=== Stored data entries ===
* * * * *

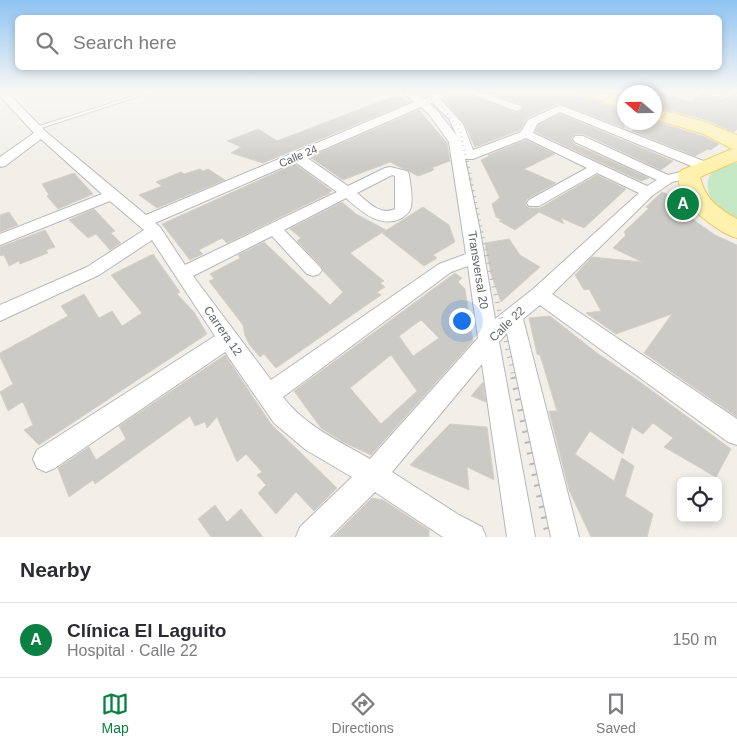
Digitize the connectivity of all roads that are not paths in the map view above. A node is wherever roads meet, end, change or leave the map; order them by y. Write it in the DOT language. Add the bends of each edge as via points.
graph roads {
  1 [pos="25,116"];
  2 [pos="80,116"];
  3 [pos="384,116"];
  4 [pos="436,116"];
  5 [pos="453,116"];
  6 [pos="544,116"];
  7 [pos="576,116"];
  8 [pos="663,116"];
  9 [pos="684,116"];
  10 [pos="39,130"];
  11 [pos="737,132"];
  12 [pos="526,134"];
  13 [pos="579,139"];
  14 [pos="737,145"];
  15 [pos="737,154"];
  16 [pos="297,157"];
  17 [pos="0,162"];
  18 [pos="596,168"];
  19 [pos="688,173"];
  20 [pos="648,192"];
  21 [pos="112,195"];
  22 [pos="534,203"];
  23 [pos="150,226"];
  24 [pos="274,229"];
  25 [pos="737,230"];
  26 [pos="0,240"];
  27 [pos="475,257"];
  28 [pos="313,270"];
  29 [pos="182,274"];
  30 [pos="539,295"];
  31 [pos="0,313"];
  32 [pos="513,317"];
  33 [pos="229,338"];
  34 [pos="490,340"];
  35 [pos="267,396"];
  36 [pos="737,433"];
  37 [pos="46,459"];
  38 [pos="373,475"];
  39 [pos="457,533"];
  40 [pos="310,537"];
  41 [pos="521,537"];
  42 [pos="565,537"];
  1 -- 10 [label="street, Carrera 12"];
  2 -- 10 [label="lane"];
  3 -- 16 [label="street, Calle 24"];
  4 -- 27 [label="street, Transversal 20" via="455,142"];
  5 -- 12 [label="street" via="461,129 469,156"];
  6 -- 12 [label="street" via="532,122"];
  7 -- 19 [label="street"];
  8 -- 14 [label="main road" via="719,134"];
  9 -- 11 [label="main road"];
  10 -- 17 [label="street"];
  10 -- 21 [label="street, Carrera 12"];
  12 -- 18 [label="street"];
  13 -- 19 [label="street"];
  15 -- 19 [label="main road, Calle 22"];
  16 -- 23 [label="street, Calle 24"];
  16 -- 24 [label="street" via="347,192"];
  18 -- 20 [label="street"];
  18 -- 22 [label="street"];
  19 -- 20 [label="street, Calle 22"];
  19 -- 25 [label="main road" via="693,194 716,217"];
  20 -- 30 [label="street, Calle 22"];
  21 -- 23 [label="street, Carrera 12"];
  21 -- 26 [label="street"];
  23 -- 29 [label="street, Carrera 12"];
  23 -- 31 [label="street, Calle 24" via="93,271"];
  24 -- 28 [label="street"];
  24 -- 29 [label="street"];
  27 -- 34 [label="street, Transversal 20"];
  27 -- 35 [label="street" via="445,268"];
  29 -- 33 [label="street, Carrera 12"];
  30 -- 32 [label="street, Calle 22"];
  30 -- 36 [label="street"];
  32 -- 34 [label="street, Calle 22"];
  32 -- 42 [label="street"];
  33 -- 35 [label="street, Carrera 12"];
  33 -- 37 [label="street"];
  34 -- 38 [label="street, Calle 22"];
  34 -- 41 [label="street, Transversal 20"];
  35 -- 38 [label="street, Carrera 12" via="282,415 315,442"];
  38 -- 39 [label="street, Carrera 12"];
  38 -- 40 [label="street, Calle 22"];
}
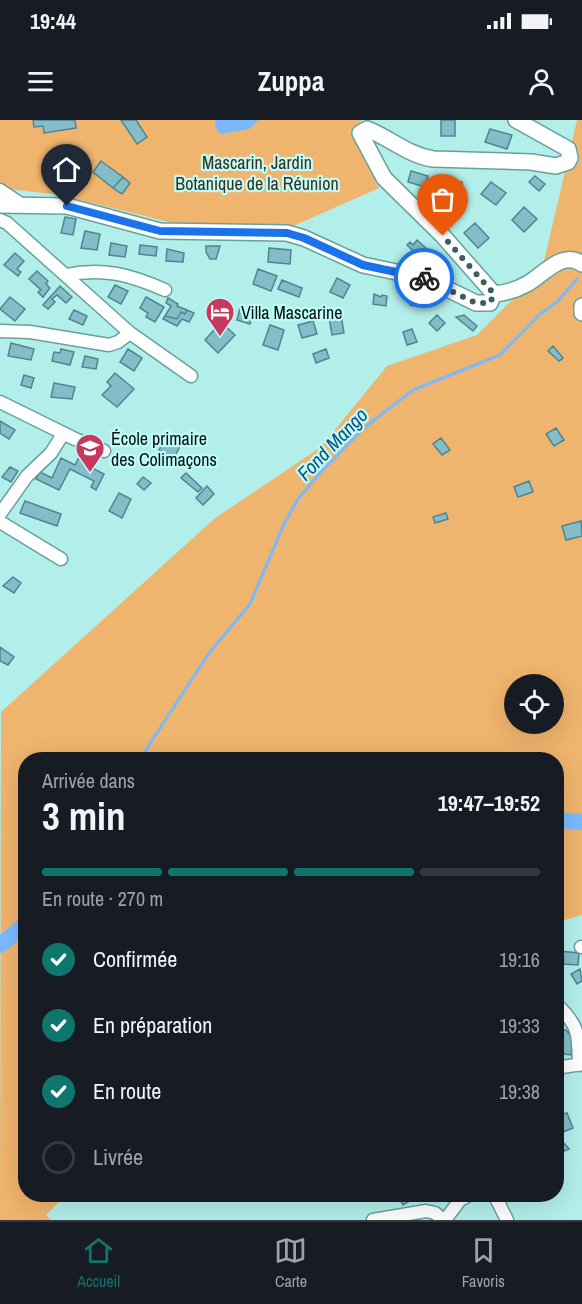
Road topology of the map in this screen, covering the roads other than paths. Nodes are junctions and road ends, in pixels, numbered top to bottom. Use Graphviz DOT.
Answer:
graph roads {
  1 [pos="516,120"];
  2 [pos="0,190"];
  3 [pos="21,204"];
  4 [pos="0,205"];
  5 [pos="0,220"];
  6 [pos="582,264"];
  7 [pos="66,275"];
  8 [pos="165,290"];
  9 [pos="494,294"];
  10 [pos="582,306"];
  11 [pos="582,313"];
  12 [pos="0,331"];
  13 [pos="130,333"];
  14 [pos="191,376"];
  15 [pos="0,402"];
  16 [pos="63,434"];
  17 [pos="104,451"];
  18 [pos="0,514"];
  19 [pos="0,522"];
  20 [pos="61,559"];
  21 [pos="564,1012"];
  22 [pos="580,1065"];
  23 [pos="564,1067"];
  24 [pos="458,1202"];
  25 [pos="498,1202"];
  26 [pos="373,1220"];
  27 [pos="444,1220"];
  28 [pos="507,1220"];
  1 -- 9 [label="main road"];
  2 -- 3 [label="street"];
  3 -- 4 [label="main road"];
  3 -- 9 [label="main road"];
  5 -- 7 [label="street"];
  6 -- 9 [label="main road"];
  7 -- 8 [label="street"];
  7 -- 13 [label="street"];
  10 -- 11 [label="main road"];
  12 -- 13 [label="street"];
  13 -- 14 [label="street"];
  15 -- 16 [label="street"];
  16 -- 17 [label="street"];
  16 -- 18 [label="street"];
  19 -- 20 [label="street"];
  21 -- 22 [label="street"];
  22 -- 23 [label="street"];
  24 -- 27 [label="street"];
  25 -- 28 [label="street"];
  26 -- 27 [label="street"];
}
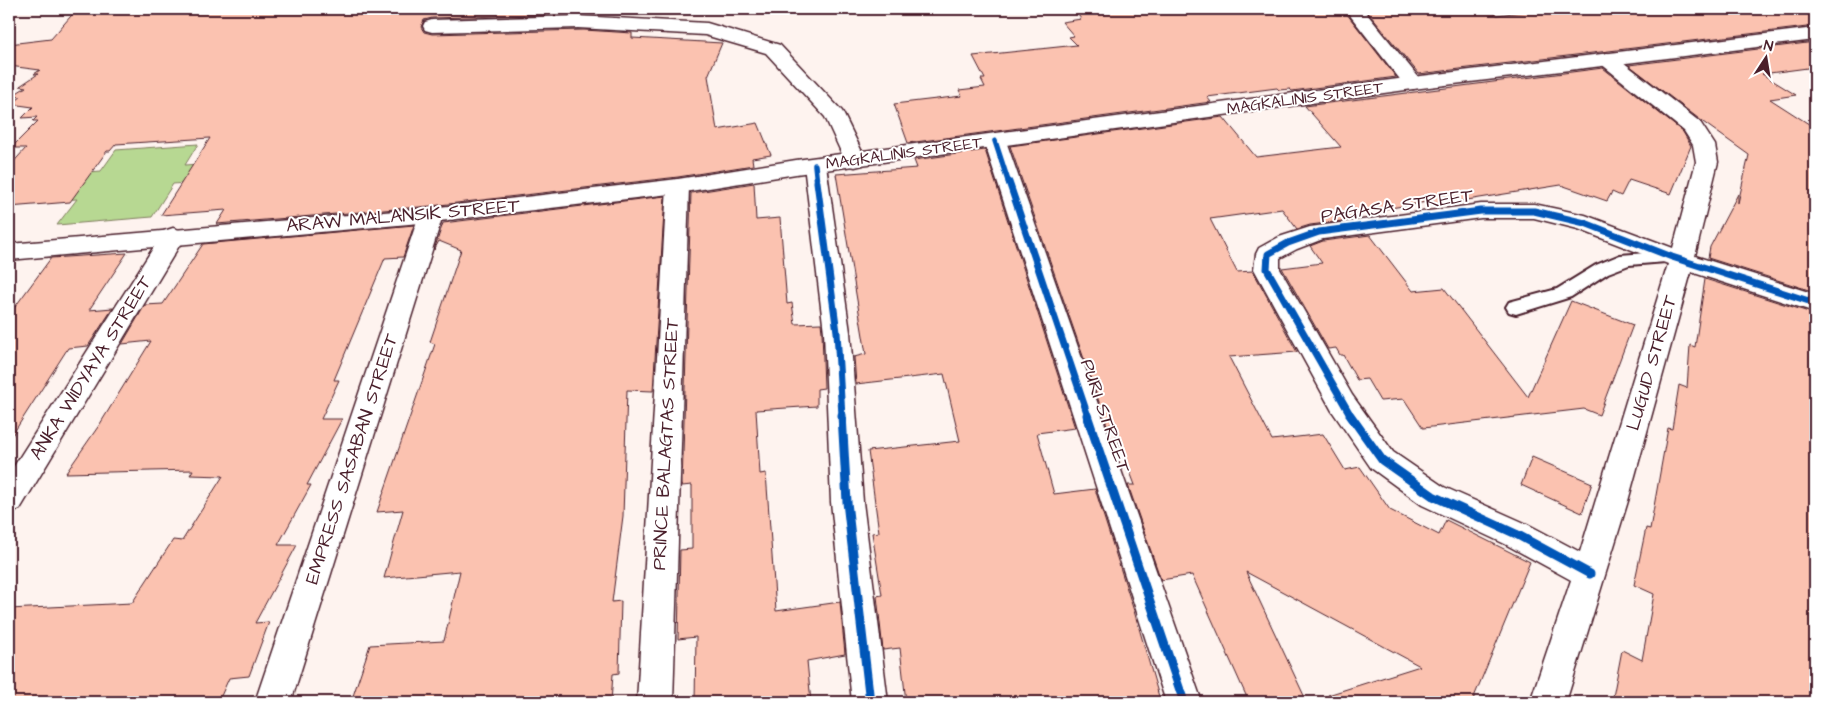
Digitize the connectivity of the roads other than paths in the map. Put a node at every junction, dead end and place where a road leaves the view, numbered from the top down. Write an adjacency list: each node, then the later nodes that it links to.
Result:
1 (1354, 9): 5 (street)
2 (432, 26): 7 (street)
3 (1815, 34): 4 (street, MAGKALINIS STREET)
4 (1607, 59): 5 (street, MAGKALINIS STREET); 13 (street, LUGUD STREET)
5 (1413, 83): 6 (street, MAGKALINIS STREET)
6 (994, 141): 7 (street, MAGKALINIS STREET); 21 (street, PURI STREET)
7 (855, 160): 8 (street, MAGKALINIS STREET)
8 (805, 166): 9 (street, ARAW MALANSIK STREET); 20 (street)
9 (678, 186): 10 (street, ARAW MALANSIK STREET); 19 (street, PRINCE BALAGTAS STREET)
10 (431, 215): 11 (street, ARAW MALANSIK STREET); 18 (street, EMPRESS SASABAN STREET)
11 (173, 236): 12 (street, ARAW MALANSIK STREET); 16 (street, ANKA WIDYAYA STREET)
12 (9, 252)
13 (1677, 259): 14 (street, PAGASA STREET); 15 (lane); 17 (street, LUGUD STREET); 17 (street, PAGASA STREET)
14 (1815, 303)
15 (1516, 307)
16 (9, 500)
17 (1590, 574): 22 (street, LUGUD STREET)
18 (272, 702)
19 (654, 702)
20 (870, 702)
21 (1184, 702)
22 (1548, 702)

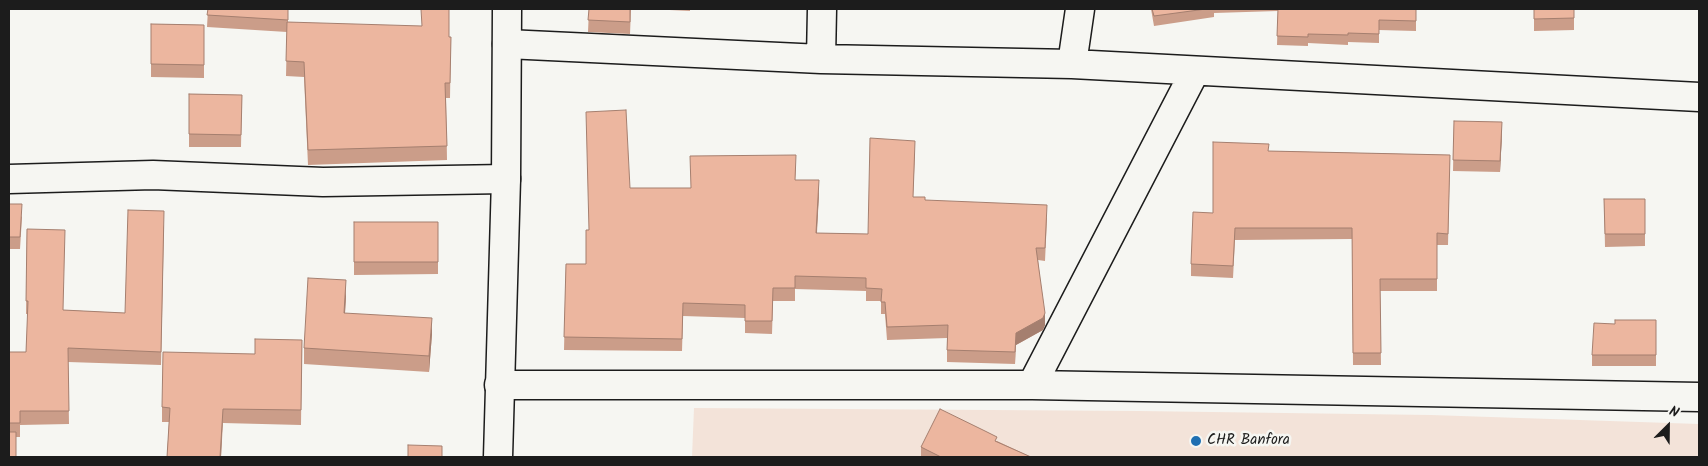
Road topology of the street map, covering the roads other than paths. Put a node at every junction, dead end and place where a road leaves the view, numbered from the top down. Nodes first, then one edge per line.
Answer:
1 (507, 9) edge
2 (822, 9) edge
3 (1080, 9) edge
4 (507, 44) junction
5 (821, 58) junction
6 (1072, 64) junction
7 (1195, 71) junction
8 (1699, 97) edge
9 (506, 179) junction
10 (9, 180) edge
11 (499, 385) junction
12 (1032, 385) junction
13 (1699, 397) edge
14 (498, 457) edge

1 - 4 street
2 - 5 street
3 - 6 street
4 - 5 street
4 - 9 street
5 - 6 street
6 - 7 street
7 - 8 street
7 - 12 street
9 - 10 street
9 - 11 street
11 - 12 street
11 - 14 street
12 - 13 street

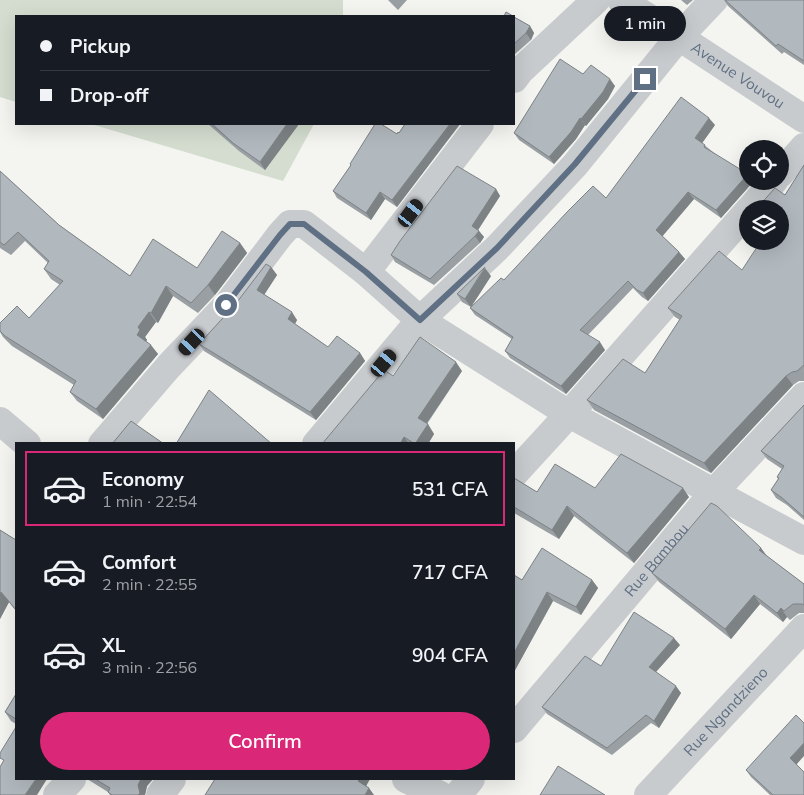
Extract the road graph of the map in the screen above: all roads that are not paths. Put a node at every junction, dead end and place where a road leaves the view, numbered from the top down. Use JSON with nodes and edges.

* * * * *

Find every line above that includes the word "topology" and report only how many there are.

=== RESULT ===
2